Through the window, he watched the janitor, Mr Adams, shovel the walk way to the teacher's parking lot. Then all of a sudden, Adams fell down under the level of the snow. Franklin chortled and immediately covered his mouth.

"What's so funny, Franklin?"

"Sorry, Mr Ubermench. Mr Adams fell down."

"That's not funny," Ubermench said and went to the window. "He could be hurt." He looked out and saw red marks just barely visible, his sight line higher than Franklin, who had not seen the blood. His first aid certification had expired decades before. So Ubermench pulled out his cell phone and called the office. "Nancy? Something's wrong. John just fell in the snow outside by the teacher's parking lot. There's blood. Can you get Hamer out there? Maybe an ambulance?"


Fortunately, despite budget cutbacks, the Nurse Hamer was on her once-a-week duty at the High School school. Hamer grabbed her coat and headed to the Pig Lot (so christened due to ongoing patrols due to vandalism of teacher's vehicles). Through the door windows, she saw the blood. The red-brown muck looked already half-frozen on the ground, but she didn't see the janitor. John's shovel stood off to the left, stuck in the snow like a bare flagpole. On the right there appeared to be a gap in the snow.

She walked out the door. Three steps later, she felt something grab her right foot, making her do the splits for the first time since Jr. High. Startled, she did not even scream in pain. She felt something soft and tight on her foot. When she behind her, snow had covered her right leg.

Then she heard gnawing.


Principal Pulaski had heard about the janitor. He went to help the nurse if she needed, but as he turned down the corridor and looked out the glass door, he only saw a leg disappear into the snow, snake-like and slow.

"That's not good," he said.

He leaned onto the window with his hands pressed on it and over his eyes, trying to see. He saw nothing through the heavy, vandal-resistant glass.

He heard a thunk. Startled, he jumped back. A tentacle the size of his forearm pawed the glass. It didn't taper so much as round off at the end. There were a handful of scars on the thing. Pulaski stepped back. The tentacle retreated into the snow.

"Shit, Dad," he said quietly to himself.

"What the fuck is that?" a small voice said behind him. The principal turned around and saw one of the Freshman, a young man named Aron. Pulaski thought Aron was a faggot. Pulaski couldn't do anything about it, anyway. Not any more.
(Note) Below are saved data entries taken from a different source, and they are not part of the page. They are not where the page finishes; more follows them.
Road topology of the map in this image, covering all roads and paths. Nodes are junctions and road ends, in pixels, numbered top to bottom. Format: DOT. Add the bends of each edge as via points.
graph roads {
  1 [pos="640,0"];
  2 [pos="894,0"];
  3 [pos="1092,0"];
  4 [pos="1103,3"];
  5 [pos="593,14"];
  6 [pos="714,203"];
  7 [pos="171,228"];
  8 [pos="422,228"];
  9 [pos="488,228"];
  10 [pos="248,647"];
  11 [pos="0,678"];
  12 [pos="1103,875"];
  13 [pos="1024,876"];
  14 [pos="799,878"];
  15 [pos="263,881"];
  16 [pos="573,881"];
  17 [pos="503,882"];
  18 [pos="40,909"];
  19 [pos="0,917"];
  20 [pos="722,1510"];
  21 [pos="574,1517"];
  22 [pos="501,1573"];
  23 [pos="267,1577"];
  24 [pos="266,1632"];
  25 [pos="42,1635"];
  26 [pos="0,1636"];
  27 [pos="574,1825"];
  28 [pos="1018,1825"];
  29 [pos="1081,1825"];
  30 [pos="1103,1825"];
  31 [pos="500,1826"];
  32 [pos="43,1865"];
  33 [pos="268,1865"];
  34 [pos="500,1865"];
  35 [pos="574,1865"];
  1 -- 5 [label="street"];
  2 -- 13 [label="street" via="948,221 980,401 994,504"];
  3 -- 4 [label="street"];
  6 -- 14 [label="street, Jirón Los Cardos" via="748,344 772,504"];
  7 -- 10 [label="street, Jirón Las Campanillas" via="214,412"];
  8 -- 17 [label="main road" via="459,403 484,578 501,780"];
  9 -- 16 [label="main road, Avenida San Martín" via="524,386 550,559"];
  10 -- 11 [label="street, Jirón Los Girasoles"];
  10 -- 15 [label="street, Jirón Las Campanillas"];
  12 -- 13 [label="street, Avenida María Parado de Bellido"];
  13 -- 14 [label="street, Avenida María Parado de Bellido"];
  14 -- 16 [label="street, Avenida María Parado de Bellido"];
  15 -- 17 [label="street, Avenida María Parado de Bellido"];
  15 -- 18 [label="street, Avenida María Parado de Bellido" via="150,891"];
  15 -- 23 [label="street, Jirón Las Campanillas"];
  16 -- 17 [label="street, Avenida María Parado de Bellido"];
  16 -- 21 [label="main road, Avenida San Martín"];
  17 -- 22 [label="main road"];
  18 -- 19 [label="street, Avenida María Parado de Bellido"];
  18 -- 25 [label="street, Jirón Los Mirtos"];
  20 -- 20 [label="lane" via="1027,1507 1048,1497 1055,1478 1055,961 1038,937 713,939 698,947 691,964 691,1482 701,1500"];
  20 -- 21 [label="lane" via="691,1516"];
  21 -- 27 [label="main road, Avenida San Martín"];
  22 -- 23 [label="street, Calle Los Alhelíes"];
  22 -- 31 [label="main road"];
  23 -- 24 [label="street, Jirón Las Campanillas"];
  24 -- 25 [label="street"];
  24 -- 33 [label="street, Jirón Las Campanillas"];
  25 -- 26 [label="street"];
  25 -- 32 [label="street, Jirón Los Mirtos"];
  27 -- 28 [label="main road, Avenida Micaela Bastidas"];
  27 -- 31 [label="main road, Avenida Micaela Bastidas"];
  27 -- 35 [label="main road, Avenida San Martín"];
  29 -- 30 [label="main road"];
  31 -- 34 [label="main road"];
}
He would sure as shit love to throw him on the pyre.

"Language, Aron."

"Is that blood?"

"I think so," he said, paused, then continued. "Aron, can you go out there and check on this for me?"

"Fuck that, man," Aron said, then ran off to whatever class he should have been in anyway.


Pulaski bit his lip. He reached in his pocket and pulled out his phone, found a contact entry, dialed.

"Officer Lakoff. Can you meet me at the entrance to the pi--I mean teacher parking lot? Thanks."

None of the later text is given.